:: Material supplied ::

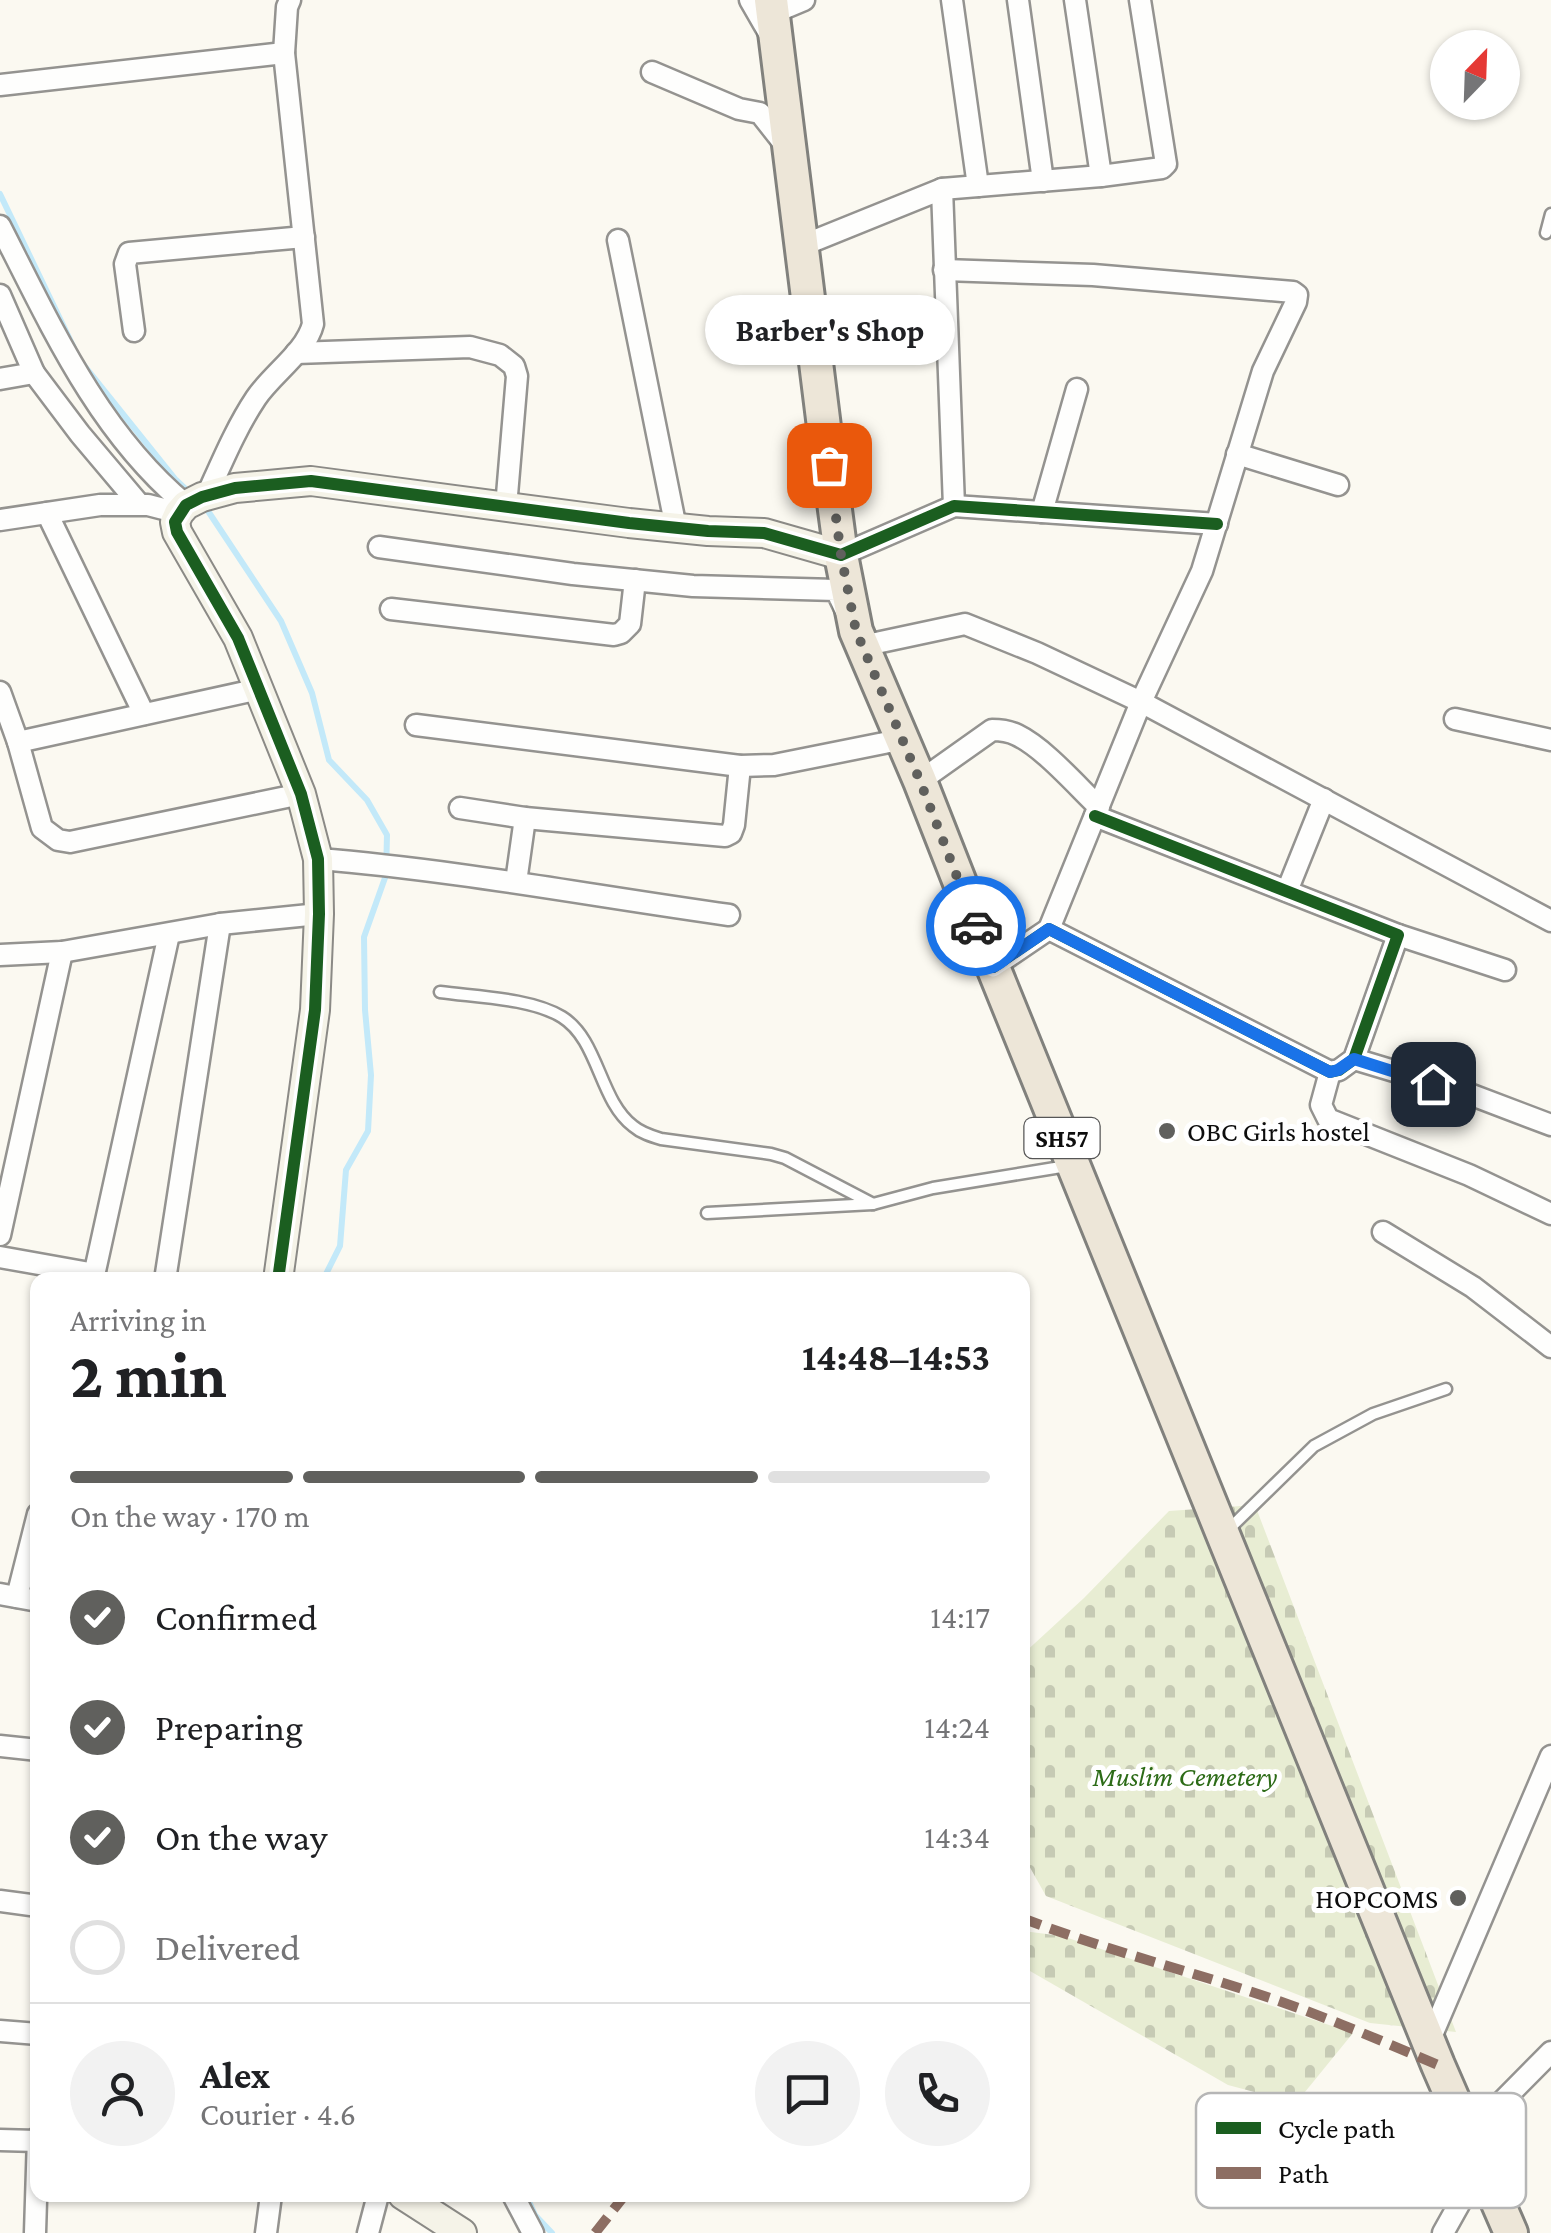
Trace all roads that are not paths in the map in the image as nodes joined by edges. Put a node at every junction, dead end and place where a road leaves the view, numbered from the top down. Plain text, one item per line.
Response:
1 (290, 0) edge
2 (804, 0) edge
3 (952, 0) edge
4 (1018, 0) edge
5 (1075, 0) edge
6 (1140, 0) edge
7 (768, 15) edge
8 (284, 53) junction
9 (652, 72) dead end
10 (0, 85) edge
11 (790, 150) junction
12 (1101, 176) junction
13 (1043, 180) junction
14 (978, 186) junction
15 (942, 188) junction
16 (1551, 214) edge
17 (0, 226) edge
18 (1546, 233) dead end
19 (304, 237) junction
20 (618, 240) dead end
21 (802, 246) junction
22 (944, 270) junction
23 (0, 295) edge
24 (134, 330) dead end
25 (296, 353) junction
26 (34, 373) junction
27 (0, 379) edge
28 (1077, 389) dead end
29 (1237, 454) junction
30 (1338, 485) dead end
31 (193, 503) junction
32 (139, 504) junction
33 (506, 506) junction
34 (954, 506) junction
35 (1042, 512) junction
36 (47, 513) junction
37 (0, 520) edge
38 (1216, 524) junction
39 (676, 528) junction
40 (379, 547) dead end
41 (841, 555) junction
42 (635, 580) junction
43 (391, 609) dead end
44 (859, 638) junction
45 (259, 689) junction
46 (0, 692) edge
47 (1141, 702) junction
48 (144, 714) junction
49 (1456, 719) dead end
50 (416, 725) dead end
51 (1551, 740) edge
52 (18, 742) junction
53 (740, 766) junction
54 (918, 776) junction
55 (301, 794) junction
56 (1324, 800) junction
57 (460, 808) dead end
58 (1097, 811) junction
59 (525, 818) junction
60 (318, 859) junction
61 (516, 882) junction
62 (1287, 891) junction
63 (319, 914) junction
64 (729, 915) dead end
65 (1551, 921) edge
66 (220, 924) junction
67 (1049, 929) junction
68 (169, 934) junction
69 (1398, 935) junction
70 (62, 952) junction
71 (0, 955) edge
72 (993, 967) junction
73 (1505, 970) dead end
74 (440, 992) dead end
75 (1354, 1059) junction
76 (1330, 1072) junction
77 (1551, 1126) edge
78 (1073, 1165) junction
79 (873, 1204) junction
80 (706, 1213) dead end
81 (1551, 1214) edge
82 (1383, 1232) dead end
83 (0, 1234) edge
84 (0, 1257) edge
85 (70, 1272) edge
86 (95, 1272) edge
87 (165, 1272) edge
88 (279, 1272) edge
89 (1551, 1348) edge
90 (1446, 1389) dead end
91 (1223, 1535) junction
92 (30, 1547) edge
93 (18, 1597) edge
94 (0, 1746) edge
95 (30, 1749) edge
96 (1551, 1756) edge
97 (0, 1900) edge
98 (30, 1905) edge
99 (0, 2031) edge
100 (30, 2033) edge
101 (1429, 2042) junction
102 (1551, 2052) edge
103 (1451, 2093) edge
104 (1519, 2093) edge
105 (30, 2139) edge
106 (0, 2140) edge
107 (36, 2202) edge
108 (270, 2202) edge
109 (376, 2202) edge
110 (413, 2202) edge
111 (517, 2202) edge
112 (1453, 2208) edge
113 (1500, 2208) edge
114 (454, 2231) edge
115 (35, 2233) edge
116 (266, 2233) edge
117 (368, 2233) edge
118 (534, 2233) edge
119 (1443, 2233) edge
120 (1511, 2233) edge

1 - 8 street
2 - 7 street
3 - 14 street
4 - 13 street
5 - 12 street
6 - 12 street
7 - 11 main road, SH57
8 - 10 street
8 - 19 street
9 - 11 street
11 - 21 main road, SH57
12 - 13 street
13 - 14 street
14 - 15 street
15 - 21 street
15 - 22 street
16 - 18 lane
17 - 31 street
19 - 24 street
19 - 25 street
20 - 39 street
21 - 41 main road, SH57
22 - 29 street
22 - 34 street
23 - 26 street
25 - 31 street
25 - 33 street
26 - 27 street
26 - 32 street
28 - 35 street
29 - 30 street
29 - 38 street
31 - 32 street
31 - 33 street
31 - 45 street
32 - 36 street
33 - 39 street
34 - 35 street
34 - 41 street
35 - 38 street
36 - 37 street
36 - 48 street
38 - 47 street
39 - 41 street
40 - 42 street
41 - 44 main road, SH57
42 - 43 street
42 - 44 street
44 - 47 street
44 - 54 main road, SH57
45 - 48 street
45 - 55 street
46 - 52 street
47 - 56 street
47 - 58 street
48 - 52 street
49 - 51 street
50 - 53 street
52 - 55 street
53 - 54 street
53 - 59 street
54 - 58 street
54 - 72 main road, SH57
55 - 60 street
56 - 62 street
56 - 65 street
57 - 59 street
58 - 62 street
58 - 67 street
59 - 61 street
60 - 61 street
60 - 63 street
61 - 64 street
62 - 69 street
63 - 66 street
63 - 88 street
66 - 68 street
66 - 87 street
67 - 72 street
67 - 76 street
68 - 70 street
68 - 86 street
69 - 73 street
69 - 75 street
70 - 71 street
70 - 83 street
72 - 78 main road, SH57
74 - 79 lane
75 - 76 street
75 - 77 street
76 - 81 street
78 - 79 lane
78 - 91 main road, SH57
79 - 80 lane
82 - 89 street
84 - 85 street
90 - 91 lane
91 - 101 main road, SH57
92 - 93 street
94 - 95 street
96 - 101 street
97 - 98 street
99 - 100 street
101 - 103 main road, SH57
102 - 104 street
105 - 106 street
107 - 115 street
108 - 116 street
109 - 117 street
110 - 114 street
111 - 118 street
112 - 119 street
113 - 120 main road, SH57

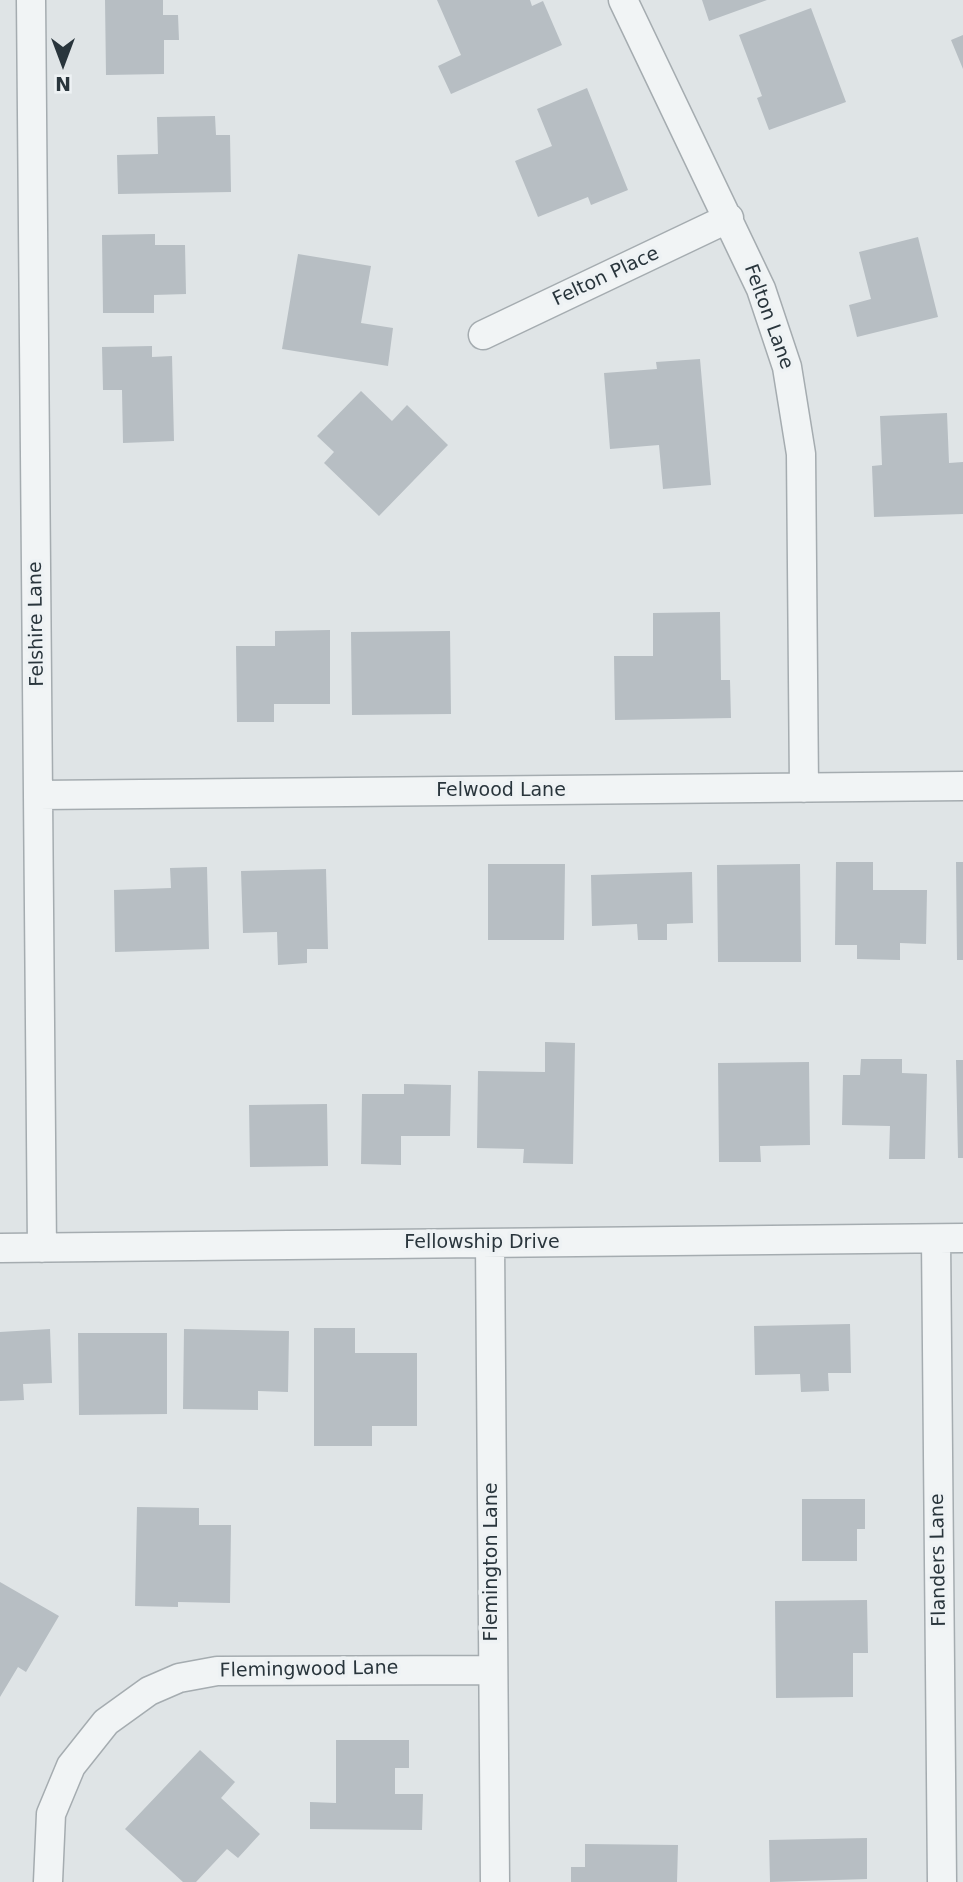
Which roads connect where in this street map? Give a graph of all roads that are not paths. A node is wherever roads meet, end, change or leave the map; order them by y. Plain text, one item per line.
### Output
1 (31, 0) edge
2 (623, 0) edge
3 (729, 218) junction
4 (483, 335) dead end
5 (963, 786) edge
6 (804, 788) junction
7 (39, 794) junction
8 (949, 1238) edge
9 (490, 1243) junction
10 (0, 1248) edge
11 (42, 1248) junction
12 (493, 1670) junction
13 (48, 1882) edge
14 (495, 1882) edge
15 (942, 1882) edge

:::

• _What the exercise asks_:
Could the entries above be retyped exactly, with the pictures left out?

• _Exercise result_:
Trace all roads that are not paths in the map in the image as nodes joined by edges. Put a node at every junction, dead end and place where a road leaves the view, numbered from the top down. Plain text, one item per line.
Response:
1 (290, 0) edge
2 (804, 0) edge
3 (952, 0) edge
4 (1018, 0) edge
5 (1075, 0) edge
6 (1140, 0) edge
7 (768, 15) edge
8 (284, 53) junction
9 (652, 72) dead end
10 (0, 85) edge
11 (790, 150) junction
12 (1101, 176) junction
13 (1043, 180) junction
14 (978, 186) junction
15 (942, 188) junction
16 (1551, 214) edge
17 (0, 226) edge
18 (1546, 233) dead end
19 (304, 237) junction
20 (618, 240) dead end
21 (802, 246) junction
22 (944, 270) junction
23 (0, 295) edge
24 (134, 330) dead end
25 (296, 353) junction
26 (34, 373) junction
27 (0, 379) edge
28 (1077, 389) dead end
29 (1237, 454) junction
30 (1338, 485) dead end
31 (193, 503) junction
32 (139, 504) junction
33 (506, 506) junction
34 (954, 506) junction
35 (1042, 512) junction
36 (47, 513) junction
37 (0, 520) edge
38 (1216, 524) junction
39 (676, 528) junction
40 (379, 547) dead end
41 (841, 555) junction
42 (635, 580) junction
43 (391, 609) dead end
44 (859, 638) junction
45 (259, 689) junction
46 (0, 692) edge
47 (1141, 702) junction
48 (144, 714) junction
49 (1456, 719) dead end
50 (416, 725) dead end
51 (1551, 740) edge
52 (18, 742) junction
53 (740, 766) junction
54 (918, 776) junction
55 (301, 794) junction
56 (1324, 800) junction
57 (460, 808) dead end
58 (1097, 811) junction
59 (525, 818) junction
60 (318, 859) junction
61 (516, 882) junction
62 (1287, 891) junction
63 (319, 914) junction
64 (729, 915) dead end
65 (1551, 921) edge
66 (220, 924) junction
67 (1049, 929) junction
68 (169, 934) junction
69 (1398, 935) junction
70 (62, 952) junction
71 (0, 955) edge
72 (993, 967) junction
73 (1505, 970) dead end
74 (440, 992) dead end
75 (1354, 1059) junction
76 (1330, 1072) junction
77 (1551, 1126) edge
78 (1073, 1165) junction
79 (873, 1204) junction
80 (706, 1213) dead end
81 (1551, 1214) edge
82 (1383, 1232) dead end
83 (0, 1234) edge
84 (0, 1257) edge
85 (70, 1272) edge
86 (95, 1272) edge
87 (165, 1272) edge
88 (279, 1272) edge
89 (1551, 1348) edge
90 (1446, 1389) dead end
91 (1223, 1535) junction
92 (30, 1547) edge
93 (18, 1597) edge
94 (0, 1746) edge
95 (30, 1749) edge
96 (1551, 1756) edge
97 (0, 1900) edge
98 (30, 1905) edge
99 (0, 2031) edge
100 (30, 2033) edge
101 (1429, 2042) junction
102 (1551, 2052) edge
103 (1451, 2093) edge
104 (1519, 2093) edge
105 (30, 2139) edge
106 (0, 2140) edge
107 (36, 2202) edge
108 (270, 2202) edge
109 (376, 2202) edge
110 (413, 2202) edge
111 (517, 2202) edge
112 (1453, 2208) edge
113 (1500, 2208) edge
114 (454, 2231) edge
115 (35, 2233) edge
116 (266, 2233) edge
117 (368, 2233) edge
118 (534, 2233) edge
119 (1443, 2233) edge
120 (1511, 2233) edge

1 - 8 street
2 - 7 street
3 - 14 street
4 - 13 street
5 - 12 street
6 - 12 street
7 - 11 main road, SH57
8 - 10 street
8 - 19 street
9 - 11 street
11 - 21 main road, SH57
12 - 13 street
13 - 14 street
14 - 15 street
15 - 21 street
15 - 22 street
16 - 18 lane
17 - 31 street
19 - 24 street
19 - 25 street
20 - 39 street
21 - 41 main road, SH57
22 - 29 street
22 - 34 street
23 - 26 street
25 - 31 street
25 - 33 street
26 - 27 street
26 - 32 street
28 - 35 street
29 - 30 street
29 - 38 street
31 - 32 street
31 - 33 street
31 - 45 street
32 - 36 street
33 - 39 street
34 - 35 street
34 - 41 street
35 - 38 street
36 - 37 street
36 - 48 street
38 - 47 street
39 - 41 street
40 - 42 street
41 - 44 main road, SH57
42 - 43 street
42 - 44 street
44 - 47 street
44 - 54 main road, SH57
45 - 48 street
45 - 55 street
46 - 52 street
47 - 56 street
47 - 58 street
48 - 52 street
49 - 51 street
50 - 53 street
52 - 55 street
53 - 54 street
53 - 59 street
54 - 58 street
54 - 72 main road, SH57
55 - 60 street
56 - 62 street
56 - 65 street
57 - 59 street
58 - 62 street
58 - 67 street
59 - 61 street
60 - 61 street
60 - 63 street
61 - 64 street
62 - 69 street
63 - 66 street
63 - 88 street
66 - 68 street
66 - 87 street
67 - 72 street
67 - 76 street
68 - 70 street
68 - 86 street
69 - 73 street
69 - 75 street
70 - 71 street
70 - 83 street
72 - 78 main road, SH57
74 - 79 lane
75 - 76 street
75 - 77 street
76 - 81 street
78 - 79 lane
78 - 91 main road, SH57
79 - 80 lane
82 - 89 street
84 - 85 street
90 - 91 lane
91 - 101 main road, SH57
92 - 93 street
94 - 95 street
96 - 101 street
97 - 98 street
99 - 100 street
101 - 103 main road, SH57
102 - 104 street
105 - 106 street
107 - 115 street
108 - 116 street
109 - 117 street
110 - 114 street
111 - 118 street
112 - 119 street
113 - 120 main road, SH57

Which roads connect where in this street map? Give a graph of all roads that are not paths. A node is wherever roads meet, end, change or leave the map; order them by y. Plain text, one item per line.
### Output
1 (31, 0) edge
2 (623, 0) edge
3 (729, 218) junction
4 (483, 335) dead end
5 (963, 786) edge
6 (804, 788) junction
7 (39, 794) junction
8 (949, 1238) edge
9 (490, 1243) junction
10 (0, 1248) edge
11 (42, 1248) junction
12 (493, 1670) junction
13 (48, 1882) edge
14 (495, 1882) edge
15 (942, 1882) edge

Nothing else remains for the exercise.